Scientists at the Netherlands Institute for Neuroscience studied thousands of people who had voluntarily signed up to an online sleep registry.
They concluded that insomnia has five subtypes that differ by personality traits, risk for depression, brain activity, and response to treatment.
The team suggests that the findings will likely speed up research on insomnia and lead to better, more personalized treatments.
The Lancet Psychiatry journal has now published a paper on the study.
“While we have always considered insomnia to be one disorder,” says Tessa Blanken of the Department of Sleep and Cognition, “it actually represents five different disorders.”
She likens progress in insomnia research to that of dementia, which has uncovered subtypes with marked differences in underlying brain mechanisms.
Dementia research progressed much faster after scientists identified its various types, which include Alzheimer’s disease, frontal temporal dementia, and vascular dementia.
Insomnia and consequences
Insomnia is one of the “most common complaints” that people raise with their doctors. The main symptoms include insufficient and poor-quality sleep and finding it difficult to fall and stay asleep.
Individuals with insomnia often experience considerable distress and disruption of daily functioning.
They rarely wake up feeling refreshed and often feel sleepy and tired for the rest of the day. They can also feel depressed, anxious, and irritable.
The condition thwarts efforts to do well at work and school, as it undermines a person’s ability to focus, pay attention, remember, and learn.
Acute, or short-term, insomnia lasts for a few days or weeks. This often results from traumatic events or pressure from family and work situations. Other people have the ongoing or chronic form of insomnia that lasts for months and longer.
While scientists have attempted to study the brain mechanisms of insomnia, their findings have been mostly inconsistent.
There is a similar pattern with treatment effectiveness: it works for some, but not for others.

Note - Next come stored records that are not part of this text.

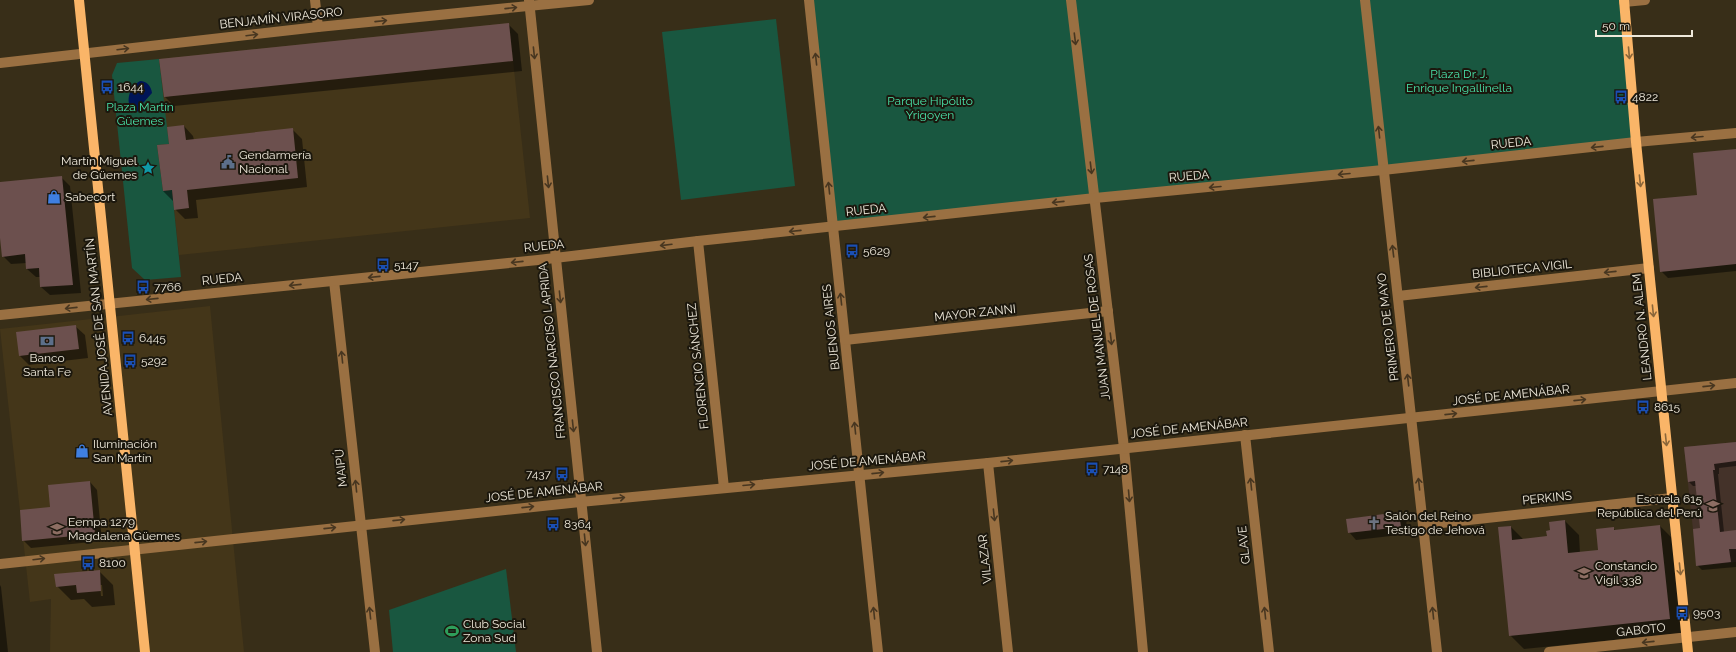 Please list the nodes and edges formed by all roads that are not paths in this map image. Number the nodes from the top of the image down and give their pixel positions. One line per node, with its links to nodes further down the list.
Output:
1 (79, 0): 11 (main road, AVENIDA JOSÉ DE SAN MARTÍN)
2 (315, 0): 10 (street)
3 (589, 0): 9 (street, BENJAMÍN VIRASORO)
4 (809, 0): 17 (street, BUENOS AIRES, one-way to 4)
5 (1071, 0): 16 (street, JUAN MANUEL DE ROSAS, one-way to 16)
6 (1365, 0): 15 (street, PRIMERO DE MAYO, one-way to 6)
7 (1645, 0): 8 (street)
8 (1624, 1): 14 (main road, LEANDRO N. ALEM, one-way to 14)
9 (529, 3): 10 (street, BENJAMÍN VIRASORO, one-way to 9); 19 (street, FRANCISCO NARCISO LAPRIDA, one-way to 19)
10 (318, 27): 11 (street, BENJAMÍN VIRASORO, one-way to 10)
11 (84, 54): 12 (street, BENJAMÍN VIRASORO); 23 (main road, AVENIDA JOSÉ DE SAN MARTÍN)
12 (0, 63)
13 (1736, 133): 14 (street, RUEDA, one-way to 14)
14 (1636, 142): 15 (street, RUEDA, one-way to 15); 20 (main road, LEANDRO N. ALEM, one-way to 20)
15 (1383, 170): 16 (street, RUEDA, one-way to 16); 22 (street, PRIMERO DE MAYO, one-way to 15)
16 (1094, 198): 17 (street, RUEDA, one-way to 17); 24 (street, JUAN MANUEL DE ROSAS)
17 (834, 227): 18 (street, RUEDA, one-way to 18); 26 (street, BUENOS AIRES, one-way to 17)
18 (698, 241): 19 (street, RUEDA, one-way to 19); 34 (street, FLORENCIO SÁNCHEZ)
19 (556, 258): 21 (street, RUEDA, one-way to 21); 36 (street, FRANCISCO NARCISO LAPRIDA, one-way to 36)
20 (1649, 268): 22 (street, BIBLIOTECA VIGIL, one-way to 22); 28 (main road, LEANDRO N. ALEM, one-way to 28)
21 (334, 281): 23 (street, RUEDA, one-way to 23); 37 (street, MAIPÚ, one-way to 21)
22 (1398, 296): 29 (street, PRIMERO DE MAYO, one-way to 22)
23 (110, 304): 25 (street, RUEDA, one-way to 25); 39 (main road, AVENIDA JOSÉ DE SAN MARTÍN)
24 (1108, 311): 26 (street, MAYOR ZANNI); 31 (street, JUAN MANUEL DE ROSAS, one-way to 31)
25 (0, 316)
26 (845, 340): 33 (street, BUENOS AIRES, one-way to 26)
27 (1736, 383): 28 (street, JOSÉ DE AMENÁBAR, one-way to 27)
28 (1662, 391): 29 (street, JOSÉ DE AMENÁBAR, one-way to 28); 35 (main road, LEANDRO N. ALEM, one-way to 35)
29 (1412, 419): 30 (street, JOSÉ DE AMENÁBAR); 38 (street, PRIMERO DE MAYO, one-way to 29)
30 (1245, 435): 31 (street, JOSÉ DE AMENÁBAR); 49 (street, GLAVE, one-way to 30)
31 (1124, 448): 32 (street, JOSÉ DE AMENÁBAR, one-way to 31); 48 (street, JUAN MANUEL DE ROSAS, one-way to 48)
32 (988, 463): 33 (street, JOSÉ DE AMENÁBAR, one-way to 32); 47 (street, VILAZAR, one-way to 47)
33 (860, 475): 34 (street, JOSÉ DE AMENÁBAR, one-way to 33); 46 (street, BUENOS AIRES, one-way to 33)
34 (724, 488): 36 (street, JOSÉ DE AMENÁBAR, one-way to 34)
35 (1672, 498): 38 (street, PERKINS); 42 (main road, LEANDRO N. ALEM, one-way to 42)
36 (580, 502): 37 (street, JOSÉ DE AMENÁBAR, one-way to 36); 45 (street, FRANCISCO NARCISO LAPRIDA, one-way to 45)
37 (360, 524): 39 (street, JOSÉ DE AMENÁBAR, one-way to 37); 44 (street, MAIPÚ, one-way to 37)
38 (1424, 525): 50 (street, PRIMERO DE MAYO, one-way to 38)
39 (134, 548): 40 (street, JOSÉ DE AMENÁBAR, one-way to 39); 43 (main road, AVENIDA JOSÉ DE SAN MARTÍN)
40 (0, 564)
41 (1736, 632): 42 (street, GABOTO)
42 (1687, 638): 51 (street, GABOTO, one-way to 51); 52 (main road, LEANDRO N. ALEM)
43 (145, 652)
44 (375, 652)
45 (597, 652)
46 (878, 652)
47 (1008, 652)
48 (1142, 652)
49 (1269, 652)
50 (1437, 652)
51 (1549, 652)
52 (1688, 652)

Blanken and her colleagues suggest that this lack of consistency could be because “subtypes of this disease remain unrecognized.”
5 types of insomnia
So, the researchers decided to investigate further with a study in three parts.
First, they analyzed the results of up to 34 different questionnaires that 4,322 volunteers in the Netherlands Sleep Registry had filled in.
The questionnaires measured personality traits that scientists have linked to differences in brain function and structure.
Using a method called “latent class analyses” on the questionnaire data, the researchers identified five types of insomnia, as follows:
- Type 1 “highly distressed”: Scores high on distressing personality traits, such as neuroticism and “feeling down or tense.”
- Type 2 “moderately distressed but reward-sensitive”: Scores indicate that responses to “pleasurable emotions” are intact.
- Type 3 “moderately distressed and reward-insensitive.”
- Type 4 “slightly distressed with high reactivity”: Insomnia symptoms vary with “environment and life events.”
- Type 5 “slightly distressed with low reactivity.”
They then confirmed their findings in the second part of the study by evaluating a “second, non-overlapping cohort” of 251 volunteers that they had recruited from new members of the sleep registry.
Finally, 5 years later, in the third part of the study, the team re-evaluated 215 volunteers from the first sample.
These results revealed that individuals had mostly conserved their type of insomnia from 5 years earlier “indicating a high stability of the classification.”
Other differences among types of insomnia
Further examination also uncovered other measurable differences in the five types of insomnia.
For example, electroencephalograms revealed distinct differences in brain responses to external stimuli. This strengthens the idea that brain research might reveal some underlying mechanisms.
The researchers also found that the insomnia types they identified differed in their responses to treatment with drugs and cognitive behavioral therapy.
Also, the risk of developing depression varied widely among the insomnia types. The risk “was up to five times different between groups,” note the authors.
The researchers have already begun to investigate ways to prevent depression in people with the type of insomnia that carries the highest risk.
They were surprised that the types did not vary on symptom-related factors, such as difficulty getting to sleep as against early waking.
They suggest that earlier studies that have tried to identify insomnia types may have failed because they focused too much on such symptoms.